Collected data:
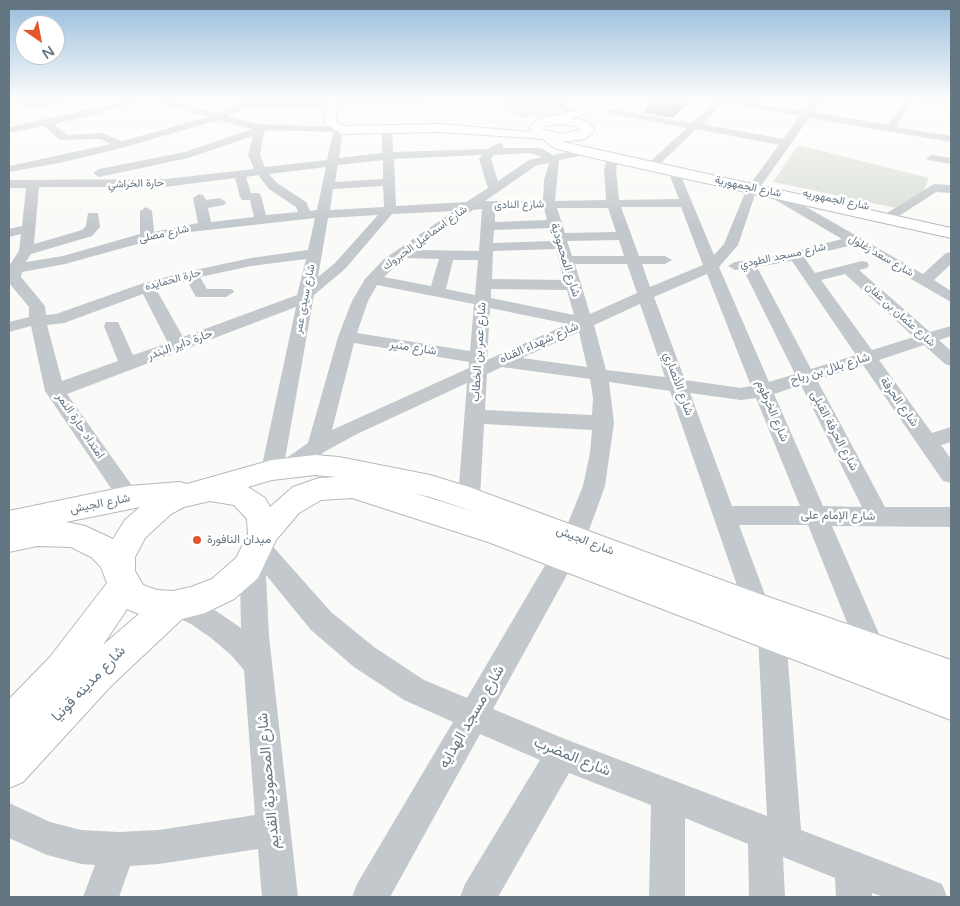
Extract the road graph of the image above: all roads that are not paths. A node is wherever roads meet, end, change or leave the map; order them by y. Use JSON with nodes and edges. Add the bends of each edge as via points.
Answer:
{"nodes":[{"id":1,"x":115,"y":142,"type":"edge"},
{"id":2,"x":130,"y":142,"type":"edge"},
{"id":3,"x":234,"y":142,"type":"edge"},
{"id":4,"x":258,"y":142,"type":"edge"},
{"id":5,"x":335,"y":142,"type":"edge"},
{"id":6,"x":387,"y":142,"type":"edge"},
{"id":7,"x":505,"y":142,"type":"edge"},
{"id":8,"x":557,"y":142,"type":"edge"},
{"id":9,"x":585,"y":142,"type":"edge"},
{"id":10,"x":682,"y":142,"type":"edge"},
{"id":11,"x":782,"y":142,"type":"edge"},
{"id":12,"x":786,"y":143,"type":"joint"},
{"id":13,"x":120,"y":145,"type":"junction"},
{"id":14,"x":489,"y":152,"type":"junction"},
{"id":15,"x":584,"y":152,"type":"junction"},
{"id":16,"x":81,"y":155,"type":"junction"},
{"id":17,"x":387,"y":156,"type":"junction"},
{"id":18,"x":552,"y":158,"type":"junction"},
{"id":19,"x":612,"y":158,"type":"junction"},
{"id":20,"x":932,"y":158,"type":"dead end"},
{"id":21,"x":951,"y":161,"type":"edge"},
{"id":22,"x":331,"y":163,"type":"junction"},
{"id":23,"x":665,"y":166,"type":"junction"},
{"id":24,"x":9,"y":168,"type":"edge"},
{"id":25,"x":98,"y":171,"type":"junction"},
{"id":26,"x":262,"y":173,"type":"junction"},
{"id":27,"x":240,"y":176,"type":"junction"},
{"id":28,"x":389,"y":182,"type":"junction"},
{"id":29,"x":9,"y":184,"type":"edge"},
{"id":30,"x":33,"y":185,"type":"junction"},
{"id":31,"x":69,"y":185,"type":"junction"},
{"id":32,"x":90,"y":185,"type":"junction"},
{"id":33,"x":327,"y":186,"type":"junction"},
{"id":34,"x":754,"y":186,"type":"junction"},
{"id":35,"x":951,"y":189,"type":"edge"},
{"id":36,"x":771,"y":192,"type":"junction"},
{"id":37,"x":491,"y":196,"type":"junction"},
{"id":38,"x":220,"y":202,"type":"dead end"},
{"id":39,"x":686,"y":203,"type":"junction"},
{"id":40,"x":549,"y":204,"type":"junction"},
{"id":41,"x":613,"y":204,"type":"junction"},
{"id":42,"x":830,"y":205,"type":"junction"},
{"id":43,"x":469,"y":206,"type":"junction"},
{"id":44,"x":390,"y":209,"type":"junction"},
{"id":45,"x":146,"y":211,"type":"dead end"},
{"id":46,"x":894,"y":213,"type":"junction"},
{"id":47,"x":314,"y":214,"type":"junction"},
{"id":48,"x":811,"y":215,"type":"junction"},
{"id":49,"x":93,"y":216,"type":"dead end"},
{"id":50,"x":261,"y":220,"type":"junction"},
{"id":51,"x":205,"y":226,"type":"junction"},
{"id":52,"x":487,"y":226,"type":"junction"},
{"id":53,"x":951,"y":226,"type":"edge"},
{"id":54,"x":30,"y":228,"type":"junction"},
{"id":55,"x":9,"y":233,"type":"edge"},
{"id":56,"x":951,"y":233,"type":"edge"},
{"id":57,"x":154,"y":235,"type":"junction"},
{"id":58,"x":625,"y":236,"type":"junction"},
{"id":59,"x":854,"y":240,"type":"junction"},
{"id":60,"x":560,"y":242,"type":"junction"},
{"id":61,"x":26,"y":251,"type":"junction"},
{"id":62,"x":486,"y":251,"type":"junction"},
{"id":63,"x":159,"y":254,"type":"dead end"},
{"id":64,"x":314,"y":254,"type":"junction"},
{"id":65,"x":401,"y":254,"type":"junction"},
{"id":66,"x":447,"y":255,"type":"junction"},
{"id":67,"x":795,"y":255,"type":"junction"},
{"id":68,"x":951,"y":256,"type":"edge"},
{"id":69,"x":887,"y":259,"type":"junction"},
{"id":70,"x":633,"y":260,"type":"junction"},
{"id":71,"x":665,"y":260,"type":"dead end"},
{"id":72,"x":748,"y":264,"type":"junction"},
{"id":73,"x":711,"y":267,"type":"junction"},
{"id":74,"x":848,"y":269,"type":"junction"},
{"id":75,"x":12,"y":270,"type":"edge"},
{"id":76,"x":196,"y":271,"type":"junction"},
{"id":77,"x":812,"y":278,"type":"junction"},
{"id":78,"x":373,"y":279,"type":"junction"},
{"id":79,"x":924,"y":281,"type":"junction"},
{"id":80,"x":573,"y":285,"type":"junction"},
{"id":81,"x":147,"y":287,"type":"junction"},
{"id":82,"x":16,"y":291,"type":"edge"},
{"id":83,"x":226,"y":292,"type":"dead end"},
{"id":84,"x":437,"y":292,"type":"junction"},
{"id":85,"x":483,"y":292,"type":"junction"},
{"id":86,"x":646,"y":295,"type":"junction"},
{"id":87,"x":305,"y":297,"type":"junction"},
{"id":88,"x":951,"y":297,"type":"edge"},
{"id":89,"x":38,"y":321,"type":"junction"},
{"id":90,"x":584,"y":322,"type":"junction"},
{"id":91,"x":112,"y":326,"type":"dead end"},
{"id":92,"x":9,"y":327,"type":"edge"},
{"id":93,"x":951,"y":331,"type":"edge"},
{"id":94,"x":348,"y":337,"type":"junction"},
{"id":95,"x":927,"y":338,"type":"junction"},
{"id":96,"x":178,"y":345,"type":"junction"},
{"id":97,"x":868,"y":358,"type":"junction"},
{"id":98,"x":951,"y":360,"type":"edge"},
{"id":99,"x":499,"y":361,"type":"junction"},
{"id":100,"x":128,"y":364,"type":"junction"},
{"id":101,"x":478,"y":365,"type":"junction"},
{"id":102,"x":600,"y":374,"type":"junction"},
{"id":103,"x":805,"y":376,"type":"junction"},
{"id":104,"x":678,"y":385,"type":"junction"},
{"id":105,"x":764,"y":390,"type":"junction"},
{"id":106,"x":55,"y":392,"type":"junction"},
{"id":107,"x":474,"y":417,"type":"junction"},
{"id":108,"x":604,"y":423,"type":"junction"},
{"id":109,"x":951,"y":434,"type":"edge"},
{"id":110,"x":928,"y":442,"type":"junction"},
{"id":111,"x":317,"y":447,"type":"junction"},
{"id":112,"x":281,"y":468,"type":"junction"},
{"id":113,"x":951,"y":475,"type":"edge"},
{"id":114,"x":202,"y":491,"type":"junction"},
{"id":115,"x":129,"y":498,"type":"junction"},
{"id":116,"x":469,"y":498,"type":"junction"},
{"id":117,"x":724,"y":515,"type":"junction"},
{"id":118,"x":816,"y":516,"type":"junction"},
{"id":119,"x":879,"y":517,"type":"junction"},
{"id":120,"x":951,"y":517,"type":"edge"},
{"id":121,"x":9,"y":523,"type":"edge"},
{"id":122,"x":9,"y":539,"type":"edge"},
{"id":123,"x":259,"y":547,"type":"junction"},
{"id":124,"x":570,"y":547,"type":"junction"},
{"id":125,"x":122,"y":578,"type":"junction"},
{"id":126,"x":175,"y":605,"type":"junction"},
{"id":127,"x":757,"y":608,"type":"junction"},
{"id":128,"x":772,"y":635,"type":"junction"},
{"id":129,"x":872,"y":650,"type":"junction"},
{"id":130,"x":258,"y":665,"type":"junction"},
{"id":131,"x":951,"y":678,"type":"edge"},
{"id":132,"x":951,"y":702,"type":"edge"},
{"id":133,"x":22,"y":704,"type":"edge"},
{"id":134,"x":473,"y":716,"type":"junction"},
{"id":135,"x":9,"y":726,"type":"edge"},
{"id":136,"x":562,"y":754,"type":"junction"},
{"id":137,"x":9,"y":768,"type":"edge"},
{"id":138,"x":668,"y":795,"type":"junction"},
{"id":139,"x":9,"y":820,"type":"edge"},
{"id":140,"x":274,"y":829,"type":"junction"},
{"id":141,"x":774,"y":836,"type":"junction"},
{"id":142,"x":119,"y":849,"type":"junction"},
{"id":143,"x":853,"y":882,"type":"edge"},
{"id":144,"x":101,"y":897,"type":"edge"},
{"id":145,"x":280,"y":897,"type":"edge"},
{"id":146,"x":370,"y":897,"type":"edge"},
{"id":147,"x":478,"y":897,"type":"edge"},
{"id":148,"x":668,"y":897,"type":"edge"},
{"id":149,"x":767,"y":897,"type":"edge"},
{"id":150,"x":929,"y":897,"type":"edge"}],
"edges":[{"from":1,"to":13,"type":"street"},
{"from":2,"to":13,"type":"street"},
{"from":3,"to":25,"type":"street","via":[[197,159]]},
{"from":4,"to":26,"type":"street","via":[[254,155]]},
{"from":5,"to":22,"type":"street","name":"شارع سيدى عمر"},
{"from":6,"to":17,"type":"street"},
{"from":7,"to":14,"type":"street"},
{"from":8,"to":15,"type":"main road","name":"شارع الجمهورية"},
{"from":9,"to":23,"type":"main road","via":[[592,148]]},
{"from":10,"to":23,"type":"street"},
{"from":11,"to":12,"type":"street"},
{"from":12,"to":34,"type":"street","name":"شارع شهداء القناه"},
{"from":13,"to":16,"type":"street"},
{"from":14,"to":17,"type":"street","name":"حارة الخراشي"},
{"from":14,"to":18,"type":"street","name":"حارة الخراشي","via":[[536,150]]},
{"from":14,"to":37,"type":"street","via":[[486,163]]},
{"from":15,"to":18,"type":"street","name":"شارع اسماعيل الحبروك"},
{"from":15,"to":19,"type":"main road","name":"شارع الجمهورية"},
{"from":16,"to":24,"type":"street"},
{"from":16,"to":25,"type":"street"},
{"from":17,"to":22,"type":"street","name":"حارة الخراشي"},
{"from":17,"to":28,"type":"street"},
{"from":18,"to":37,"type":"street","name":"شارع اسماعيل الحبروك","via":[[535,161]]},
{"from":18,"to":40,"type":"street","name":"شارع المحمودية","via":[[555,164],[550,180]]},
{"from":19,"to":23,"type":"main road","name":"شارع الجمهورية"},
{"from":19,"to":41,"type":"street","name":"شارع الأنصاري"},
{"from":20,"to":21,"type":"street"},
{"from":22,"to":26,"type":"street","name":"حارة الخراشي"},
{"from":22,"to":33,"type":"street","name":"شارع سيدى عمر"},
{"from":23,"to":34,"type":"main road","name":"شارع الجمهورية"},
{"from":23,"to":39,"type":"street","name":"شارع الخرطوم"},
{"from":25,"to":31,"type":"street","via":[[82,174]]},
{"from":25,"to":32,"type":"street"},
{"from":26,"to":27,"type":"street","name":"حارة الخراشي"},
{"from":26,"to":47,"type":"street","via":[[273,186]]},
{"from":27,"to":32,"type":"street","name":"حارة الخراشي"},
{"from":27,"to":50,"type":"street","via":[[246,197],[255,196]]},
{"from":28,"to":33,"type":"street"},
{"from":28,"to":44,"type":"street"},
{"from":29,"to":30,"type":"street","name":"حارة الخراشي"},
{"from":30,"to":31,"type":"street","name":"حارة الخراشي"},
{"from":30,"to":54,"type":"street"},
{"from":31,"to":32,"type":"street","name":"حارة الخراشي"},
{"from":33,"to":47,"type":"street","name":"شارع سيدى عمر"},
{"from":34,"to":36,"type":"main road","name":"شارع الجمهورية"},
{"from":34,"to":46,"type":"main road","name":"شارع الجمهوريه"},
{"from":34,"to":73,"type":"street","name":"شارع شهداء القناه","via":[[731,245]]},
{"from":35,"to":46,"type":"street","via":[[934,188]]},
{"from":36,"to":42,"type":"main road","name":"شارع الجمهورية"},
{"from":36,"to":48,"type":"street","name":"شارع سعد زغلول"},
{"from":37,"to":40,"type":"street","name":"شارع النادى"},
{"from":37,"to":43,"type":"street","name":"شارع اسماعيل الحبروك"},
{"from":37,"to":52,"type":"street","name":"شارع عمر بن الخطاب"},
{"from":38,"to":51,"type":"street","via":[[200,202]]},
{"from":39,"to":41,"type":"street","name":"شارع النادى"},
{"from":39,"to":73,"type":"street","name":"شارع الخرطوم"},
{"from":40,"to":41,"type":"street","name":"شارع النادى"},
{"from":40,"to":60,"type":"street","name":"شارع المحمودية"},
{"from":41,"to":58,"type":"street","name":"شارع الأنصاري"},
{"from":42,"to":48,"type":"street"},
{"from":42,"to":56,"type":"main road","name":"شارع الجمهورية"},
{"from":43,"to":44,"type":"street"},
{"from":43,"to":65,"type":"street","name":"شارع اسماعيل الحبروك"},
{"from":44,"to":47,"type":"street"},
{"from":44,"to":87,"type":"street","via":[[340,266]]},
{"from":45,"to":57,"type":"street"},
{"from":46,"to":53,"type":"main road","name":"شارع الجمهوريه"},
{"from":47,"to":50,"type":"street","name":"شارع مصلى"},
{"from":47,"to":64,"type":"street","name":"شارع سيدى عمر"},
{"from":48,"to":59,"type":"street","name":"شارع سعد زغلول"},
{"from":49,"to":61,"type":"street","via":[[92,230],[59,234]]},
{"from":50,"to":51,"type":"street","name":"شارع مصلى"},
{"from":51,"to":57,"type":"street","name":"شارع مصلى"},
{"from":52,"to":60,"type":"street"},
{"from":52,"to":62,"type":"street","name":"شارع عمر بن الخطاب"},
{"from":54,"to":55,"type":"street"},
{"from":54,"to":61,"type":"street"},
{"from":57,"to":63,"type":"street"},
{"from":57,"to":75,"type":"street","name":"شارع مصلى","via":[[65,260]]},
{"from":58,"to":60,"type":"street"},
{"from":58,"to":70,"type":"street","name":"شارع الأنصاري"},
{"from":59,"to":67,"type":"street","name":"شارع مسجد الطودي"},
{"from":59,"to":69,"type":"street","name":"شارع سعد زغلول"},
{"from":60,"to":62,"type":"street"},
{"from":60,"to":70,"type":"street"},
{"from":60,"to":80,"type":"street","name":"شارع المحمودية"},
{"from":61,"to":75,"type":"street"},
{"from":62,"to":66,"type":"street"},
{"from":62,"to":85,"type":"street","name":"شارع عمر بن الخطاب"},
{"from":64,"to":76,"type":"street","name":"حارة الحمايده","via":[[284,250]]},
{"from":64,"to":87,"type":"street","name":"شارع سيدى عمر"},
{"from":65,"to":66,"type":"street"},
{"from":65,"to":78,"type":"street","name":"شارع اسماعيل الحبروك"},
{"from":66,"to":84,"type":"street"},
{"from":67,"to":72,"type":"street","name":"شارع مسجد الطودي"},
{"from":67,"to":77,"type":"street","name":"شارع الحرفة"},
{"from":68,"to":79,"type":"street"},
{"from":69,"to":74,"type":"street"},
{"from":69,"to":79,"type":"street","name":"شارع سعد زغلول"},
{"from":70,"to":71,"type":"street"},
{"from":70,"to":86,"type":"street","name":"شارع الأنصاري"},
{"from":72,"to":73,"type":"street","name":"شارع مسجد الطودي"},
{"from":72,"to":103,"type":"street","name":"شارع الحرفة القبلى"},
{"from":73,"to":86,"type":"street","name":"شارع شهداء القناه"},
{"from":73,"to":105,"type":"street","name":"شارع الخرطوم"},
{"from":74,"to":77,"type":"street"},
{"from":74,"to":95,"type":"street","name":"شارع عثمان بن عفان"},
{"from":75,"to":82,"type":"street","name":"امتداد حارة النمر"},
{"from":76,"to":81,"type":"street","name":"حارة الحمايده"},
{"from":76,"to":83,"type":"street","via":[[203,295]]},
{"from":77,"to":97,"type":"street","name":"شارع الحرفة"},
{"from":78,"to":84,"type":"street"},
{"from":78,"to":94,"type":"street","name":"شارع اسماعيل الحبروك","via":[[360,301]]},
{"from":79,"to":88,"type":"street","name":"شارع سعد زغلول"},
{"from":80,"to":85,"type":"street"},
{"from":80,"to":90,"type":"street","name":"شارع المحمودية"},
{"from":81,"to":89,"type":"street","name":"حارة الحمايده","via":[[126,288],[74,306],[58,319]]},
{"from":81,"to":96,"type":"street"},
{"from":82,"to":89,"type":"street","name":"امتداد حارة النمر","via":[[37,306]]},
{"from":84,"to":85,"type":"street"},
{"from":85,"to":90,"type":"street"},
{"from":85,"to":101,"type":"street","name":"شارع عمر بن الخطاب"},
{"from":86,"to":90,"type":"street","name":"شارع شهداء القناه"},
{"from":86,"to":104,"type":"street","name":"شارع الأنصاري"},
{"from":87,"to":96,"type":"street","name":"حارة داير البندر"},
{"from":87,"to":112,"type":"street","name":"شارع سيدى عمر"},
{"from":89,"to":92,"type":"street","name":"حارة الحمايده"},
{"from":89,"to":106,"type":"street","name":"امتداد حارة النمر"},
{"from":90,"to":99,"type":"street","name":"شارع شهداء القناه"},
{"from":90,"to":102,"type":"street","name":"شارع المحمودية"},
{"from":91,"to":100,"type":"street"},
{"from":93,"to":95,"type":"street","name":"شارع بلال بن رباح"},
{"from":94,"to":101,"type":"street","name":"شارع منير"},
{"from":94,"to":111,"type":"street","name":"شارع اسماعيل الحبروك"},
{"from":95,"to":97,"type":"street","name":"شارع بلال بن رباح"},
{"from":95,"to":98,"type":"street","name":"شارع عثمان بن عفان"},
{"from":96,"to":100,"type":"street","name":"حارة داير البندر"},
{"from":97,"to":103,"type":"street","name":"شارع بلال بن رباح"},
{"from":97,"to":110,"type":"street","name":"شارع الحرفة"},
{"from":99,"to":101,"type":"street","name":"شارع شهداء القناه"},
{"from":99,"to":102,"type":"street","name":"شارع بلال بن رباح"},
{"from":100,"to":106,"type":"street","name":"حارة داير البندر"},
{"from":101,"to":107,"type":"street","name":"شارع عمر بن الخطاب"},
{"from":101,"to":111,"type":"street","name":"شارع شهداء القناه"},
{"from":102,"to":104,"type":"street","name":"شارع بلال بن رباح"},
{"from":102,"to":108,"type":"street","name":"شارع المحمودية"},
{"from":103,"to":105,"type":"street","name":"شارع بلال بن رباح"},
{"from":103,"to":119,"type":"street","name":"شارع الحرفة القبلى"},
{"from":104,"to":105,"type":"street","name":"شارع بلال بن رباح","via":[[741,394]]},
{"from":104,"to":117,"type":"street","name":"شارع الأنصاري"},
{"from":105,"to":118,"type":"street","name":"شارع الخرطوم"},
{"from":106,"to":115,"type":"street","name":"امتداد حارة النمر"},
{"from":107,"to":108,"type":"street"},
{"from":107,"to":116,"type":"street","name":"شارع عمر بن الخطاب"},
{"from":108,"to":124,"type":"street","name":"شارع المحمودية","via":[[594,486]]},
{"from":109,"to":110,"type":"street"},
{"from":110,"to":113,"type":"street","name":"شارع الحرفة"},
{"from":111,"to":112,"type":"street","name":"شارع شهداء القناه"},
{"from":112,"to":114,"type":"main road","name":"شارع الجيش"},
{"from":112,"to":116,"type":"main road","name":"شارع الجيش","via":[[339,467],[430,486]]},
{"from":114,"to":115,"type":"main road","name":"شارع الجيش"},
{"from":114,"to":123,"type":"main road","via":[[228,491],[244,497],[255,506],[262,519]]},
{"from":114,"to":125,"type":"main road","via":[[161,506],[135,529],[120,557]]},
{"from":115,"to":121,"type":"main road","name":"شارع الجيش"},
{"from":116,"to":124,"type":"main road","name":"شارع الجيش"},
{"from":117,"to":118,"type":"street","name":"شارع الإمام على"},
{"from":117,"to":127,"type":"street","name":"شارع الأنصاري"},
{"from":118,"to":119,"type":"street","name":"شارع الإمام على"},
{"from":118,"to":129,"type":"street","name":"شارع الخرطوم"},
{"from":119,"to":120,"type":"street","name":"شارع الإمام على"},
{"from":122,"to":125,"type":"main road","name":"شارع الجيش","via":[[37,534],[74,536],[102,548],[112,558]]},
{"from":123,"to":124,"type":"main road","name":"شارع الجيش","via":[[289,505],[303,495],[319,489],[352,487],[497,532]]},
{"from":123,"to":126,"type":"main road","via":[[246,568],[223,589]]},
{"from":123,"to":130,"type":"street","name":"شارع المحمودية القديم","via":[[253,608]]},
{"from":123,"to":134,"type":"street","name":"شارع المضرب","via":[[321,621],[364,657],[414,690]]},
{"from":124,"to":127,"type":"main road","name":"شارع الجيش"},
{"from":124,"to":128,"type":"main road","name":"شارع الجيش"},
{"from":124,"to":134,"type":"street","name":"شارع مسجد الهدايه"},
{"from":125,"to":126,"type":"main road","via":[[132,595],[144,601]]},
{"from":125,"to":133,"type":"main road","via":[[87,640]]},
{"from":126,"to":130,"type":"street","via":[[222,629]]},
{"from":126,"to":137,"type":"main road","name":"شارع مدينه قونيا","via":[[103,668]]},
{"from":127,"to":129,"type":"main road","name":"شارع الجيش"},
{"from":128,"to":132,"type":"main road","name":"شارع الجيش"},
{"from":128,"to":141,"type":"street"},
{"from":129,"to":131,"type":"main road","name":"شارع الجيش"},
{"from":130,"to":140,"type":"street","name":"شارع المحمودية القديم"},
{"from":133,"to":135,"type":"main road"},
{"from":134,"to":136,"type":"street","name":"شارع المضرب"},
{"from":134,"to":146,"type":"street","name":"شارع مسجد الهدايه"},
{"from":136,"to":138,"type":"street","name":"شارع المضرب"},
{"from":136,"to":147,"type":"street"},
{"from":138,"to":141,"type":"street","name":"شارع المضرب"},
{"from":138,"to":148,"type":"street"},
{"from":139,"to":142,"type":"street","via":[[47,838],[81,846]]},
{"from":140,"to":142,"type":"street","via":[[159,847]]},
{"from":140,"to":145,"type":"street","name":"شارع المحمودية القديم"},
{"from":141,"to":143,"type":"street","name":"شارع المضرب"},
{"from":141,"to":149,"type":"street"},
{"from":142,"to":144,"type":"street"},
{"from":143,"to":150,"type":"street","name":"شارع المضرب"}]}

YOUR GOAL:
This exercise requires the number of lines in the entries holding the word "امتداد", written alone.

REPLY TO THE TASK:
4